AIM OF THE EXERCISE - The whole listing, pictures aside, should be reproduced exactly.

_ _ _ _ _

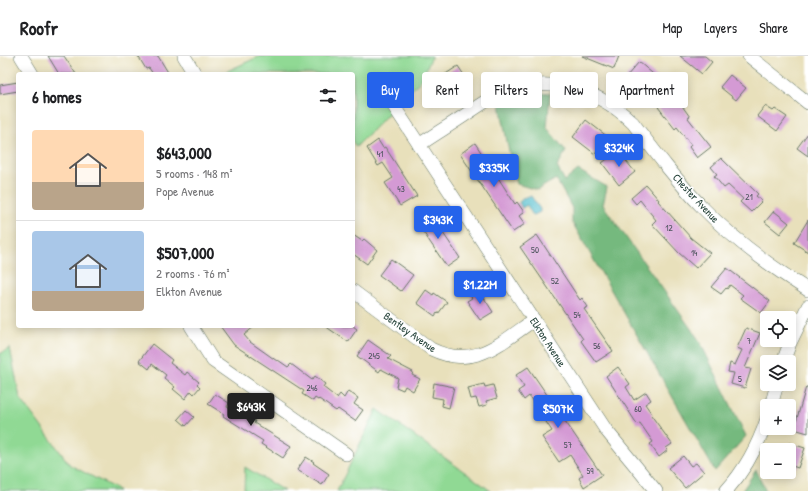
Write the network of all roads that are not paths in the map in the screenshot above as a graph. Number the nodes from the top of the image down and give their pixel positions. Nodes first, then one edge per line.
1 (21, 56) edge
2 (184, 56) edge
3 (749, 56) edge
4 (31, 72) edge
5 (194, 72) edge
6 (808, 103) edge
7 (395, 108) dead end
8 (419, 145) junction
9 (808, 290) edge
10 (355, 292) edge
11 (808, 306) edge
12 (534, 320) junction
13 (192, 328) edge
14 (786, 355) edge
15 (762, 435) edge
16 (346, 454) dead end
17 (656, 491) edge
18 (726, 491) edge

1 - 4 street
2 - 5 street
3 - 6 street
7 - 8 street, Elkton Avenue
8 - 9 street, Chester Avenue
8 - 12 street, Elkton Avenue
10 - 12 street, Bentley Avenue
11 - 14 street
12 - 17 street, Elkton Avenue
13 - 16 street
15 - 18 street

_ _ _ _ _

TASK OUTPUT -
Write the network of all roads that are not paths in the map in the screenshot above as a graph. Number the nodes from the top of the image down and give their pixel positions. Nodes first, then one edge per line.
1 (21, 56) edge
2 (184, 56) edge
3 (749, 56) edge
4 (31, 72) edge
5 (194, 72) edge
6 (808, 103) edge
7 (395, 108) dead end
8 (419, 145) junction
9 (808, 290) edge
10 (355, 292) edge
11 (808, 306) edge
12 (534, 320) junction
13 (192, 328) edge
14 (786, 355) edge
15 (762, 435) edge
16 (346, 454) dead end
17 (656, 491) edge
18 (726, 491) edge

1 - 4 street
2 - 5 street
3 - 6 street
7 - 8 street, Elkton Avenue
8 - 9 street, Chester Avenue
8 - 12 street, Elkton Avenue
10 - 12 street, Bentley Avenue
11 - 14 street
12 - 17 street, Elkton Avenue
13 - 16 street
15 - 18 street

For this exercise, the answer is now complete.